Ils estiment que la loi devrait être élargie, pour que la gestion des trottoirs tombe dans les responsabilités du ministère des Transports.

Polarisant

Or, l’aménagement d’un trottoir est un sujet qui polarise à Saint-Flavien. Il reviendrait à 88$ par année, par immeuble imposable, pendant 25 ans, ce qui fait grincer des dents chez certains. Les parents d’Anaïs, et plusieurs autres résidents, craignent un résultat défavorable qui renverrait aux calendes grecques sa réalisation.

«Même si de nombreux experts se sont penchés sur le dossier et que tous recommandent l’ajout d’un trottoir pour sécuriser les transports actifs, au bout du compte ce sera le citoyen préoccupé par le budget de son ménage et mal informé des différentes dispositions en matière de sécurité routière, à qui incombera la décision finale», s’alarment les parents dans la missive.

Prêts à vendre pour financer un trottoir
Photo Dominique Lelièvre

«On nous a mis face à un choix peu acceptable, presque, pour ceux qui hésitent et qui se questionnent», estime également Mme Latulippe en entrevue.
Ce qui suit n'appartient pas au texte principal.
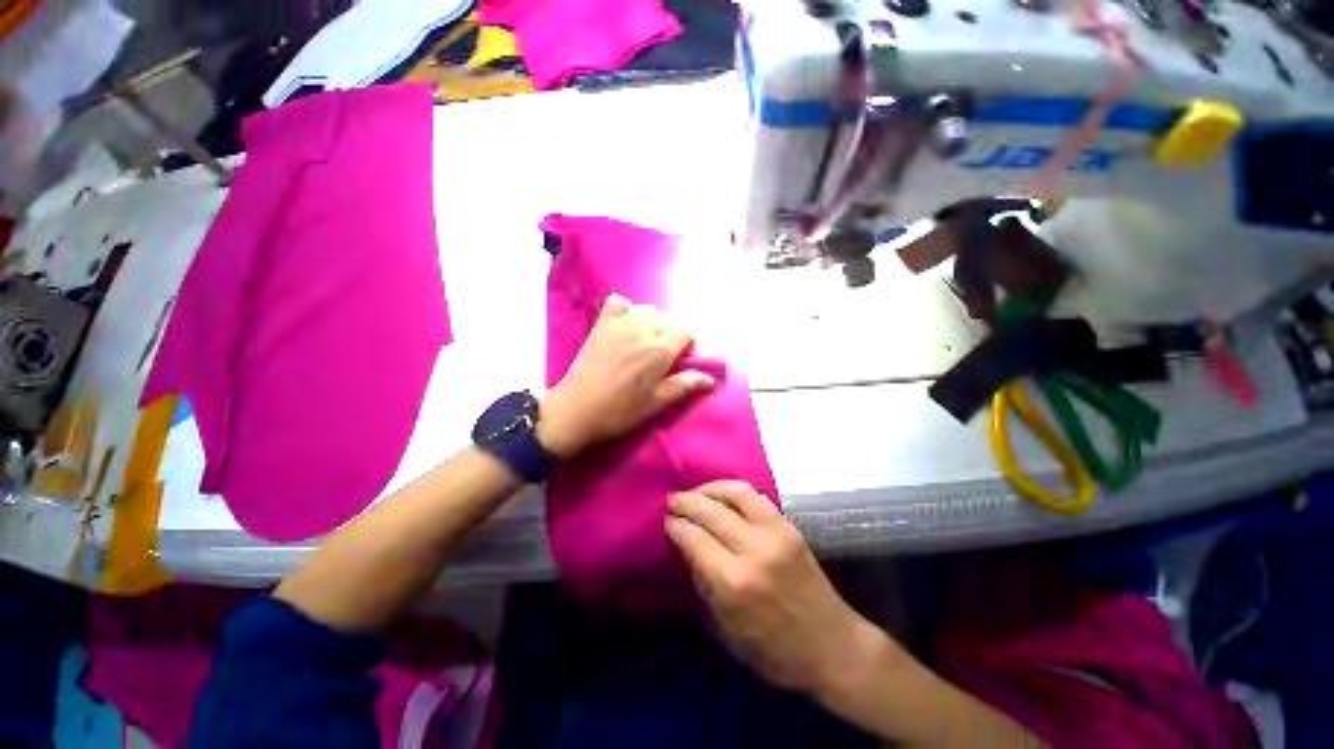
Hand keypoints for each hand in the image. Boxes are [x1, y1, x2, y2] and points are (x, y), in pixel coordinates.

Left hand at [539, 294, 715, 456]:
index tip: (679, 362)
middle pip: (667, 320)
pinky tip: (624, 326)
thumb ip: (685, 385)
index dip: (687, 346)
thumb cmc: (621, 410)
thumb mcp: (657, 402)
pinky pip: (618, 302)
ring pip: (646, 309)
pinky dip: (625, 309)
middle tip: (660, 358)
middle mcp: (642, 329)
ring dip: (651, 322)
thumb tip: (711, 379)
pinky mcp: (601, 324)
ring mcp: (619, 323)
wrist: (577, 409)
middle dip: (669, 335)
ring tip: (643, 342)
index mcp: (660, 349)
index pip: (686, 332)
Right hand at [665, 481, 896, 695]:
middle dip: (685, 502)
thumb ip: (703, 583)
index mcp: (734, 583)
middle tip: (671, 501)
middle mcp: (753, 550)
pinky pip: (755, 496)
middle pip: (710, 511)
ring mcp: (775, 533)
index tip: (666, 521)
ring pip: (734, 493)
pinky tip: (722, 496)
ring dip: (709, 489)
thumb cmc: (774, 651)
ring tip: (695, 494)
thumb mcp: (726, 629)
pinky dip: (733, 490)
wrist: (833, 645)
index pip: (694, 538)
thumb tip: (686, 546)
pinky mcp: (789, 526)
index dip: (675, 525)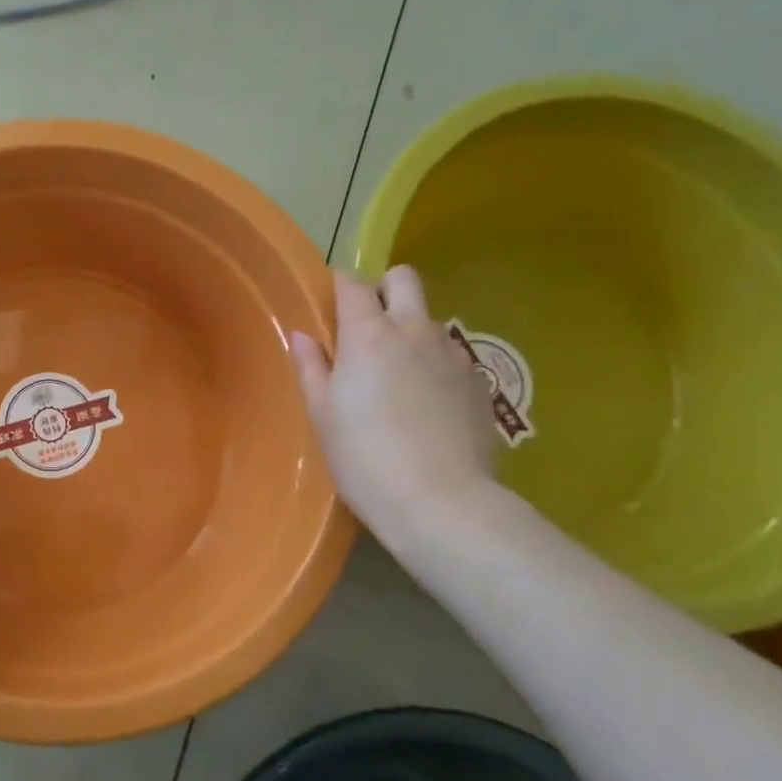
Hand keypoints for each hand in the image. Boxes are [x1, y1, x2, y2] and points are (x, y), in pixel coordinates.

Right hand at [290, 266, 496, 545]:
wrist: (441, 501)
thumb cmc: (363, 457)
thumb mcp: (322, 414)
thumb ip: (311, 367)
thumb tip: (303, 335)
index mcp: (368, 334)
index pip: (352, 284)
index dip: (337, 285)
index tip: (327, 301)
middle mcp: (414, 331)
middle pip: (403, 279)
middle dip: (383, 289)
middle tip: (365, 327)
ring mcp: (452, 355)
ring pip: (428, 320)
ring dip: (409, 331)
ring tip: (395, 377)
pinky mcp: (478, 383)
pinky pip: (450, 356)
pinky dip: (433, 365)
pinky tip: (424, 405)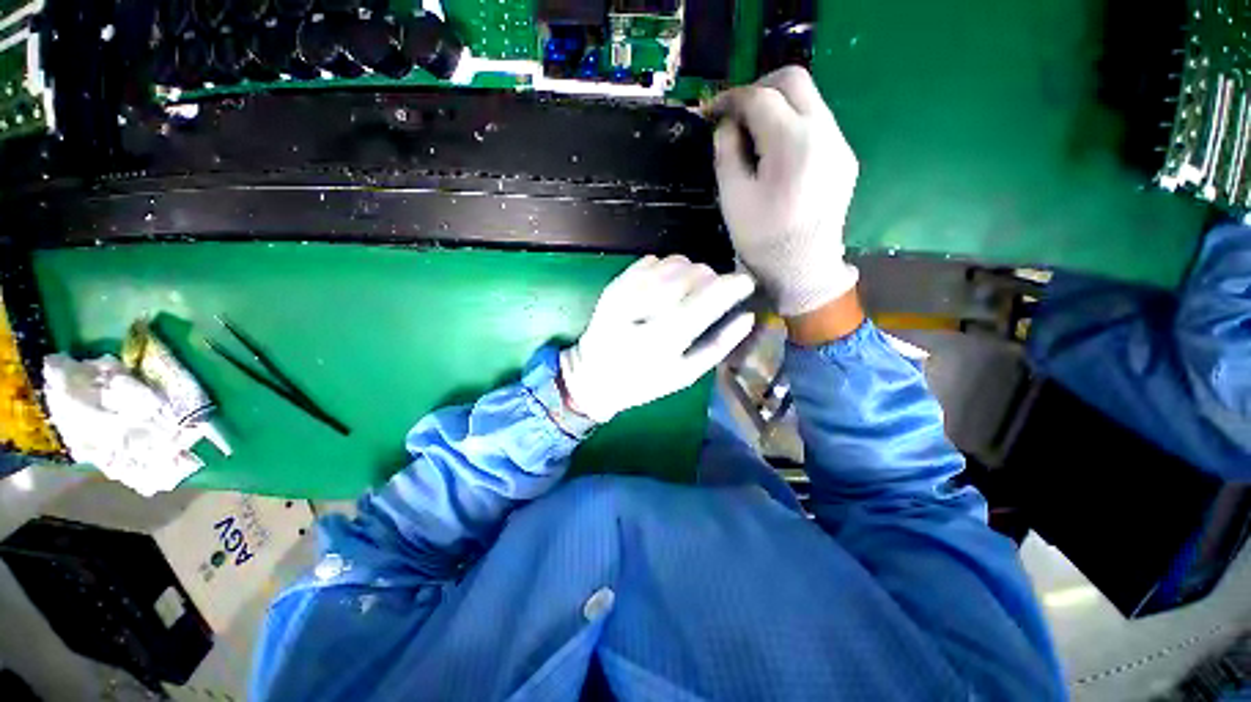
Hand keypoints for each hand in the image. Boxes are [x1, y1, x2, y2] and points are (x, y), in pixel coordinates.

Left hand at [560, 255, 754, 423]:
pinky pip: (652, 260)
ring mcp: (626, 292)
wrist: (594, 376)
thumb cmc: (644, 382)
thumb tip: (747, 316)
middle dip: (712, 278)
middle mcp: (644, 310)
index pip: (707, 299)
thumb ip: (718, 346)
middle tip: (715, 293)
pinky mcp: (615, 284)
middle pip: (692, 273)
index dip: (733, 285)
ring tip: (691, 291)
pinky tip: (667, 286)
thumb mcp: (684, 375)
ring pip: (674, 262)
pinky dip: (668, 267)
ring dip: (691, 271)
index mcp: (663, 339)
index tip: (747, 282)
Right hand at [710, 66, 859, 316]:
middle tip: (734, 114)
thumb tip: (726, 125)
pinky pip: (817, 123)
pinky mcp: (844, 157)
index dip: (730, 98)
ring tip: (752, 133)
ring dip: (777, 105)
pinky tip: (776, 151)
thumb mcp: (733, 199)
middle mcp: (824, 132)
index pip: (760, 97)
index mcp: (793, 143)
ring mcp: (839, 144)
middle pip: (794, 80)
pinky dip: (792, 124)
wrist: (804, 270)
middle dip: (758, 88)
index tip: (711, 111)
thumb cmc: (763, 240)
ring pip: (809, 99)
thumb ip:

En outre, elle ne comprend pas pourquoi le conseil municipal, entre deux scénarios de trottoir, a choisi le plus large et le plus cher.

La mère et son conjoint demandent l’aide de M. Legault pour abroger le règlement municipal d’emprunt portant sur le trottoir, ce qui rendrait par le fait même inutile la tenue d’un référendum, et appellent le gouvernement à «financer en totalité» le projet, pour assurer que la recommandation de la coroner se concrétise.

L’organisme Piétons Québec déplore aussi la tournure des événements. «On ne ferait pas un référendum sur un règlement d’emprunt pour la construction d’une route même si elle dessert seulement 10 maisons. On construit la rue et il n’y a pas de questions qui se posent, ça fait partie du budget, donc c’est certain qu’on assiste un peu à une situation de deux poids, deux mesures», estime Sandrine Cabana-Degani, directrice de l’organisme.

Le maire de Saint-Flavien, Normand Côté, n’a pas donné suite à nos demandes d’entrevue formulées depuis une semaine. Il n’était pas disponible pour commenter vendredi après-midi.

Campagne de sociofinancement

Jacinthe Latulippe et Étienne Renaud s’étaient dits prêts plus tôt cette semaine à vendre leur commerce, une crémerie fondée en l’honneur de leur défunte fille, pour amasser 50 000 $ et ainsi réduire la facture du trottoir.

En retour, des citoyens ont lancé une campagne de sociofinancement sur la plateforme GoFundMe, pour récolter la même somme et éviter à la famille Renaud la vente de son commerce. Au moment d’écrire ces lignes, le montant récolté s’élevait à 1961$.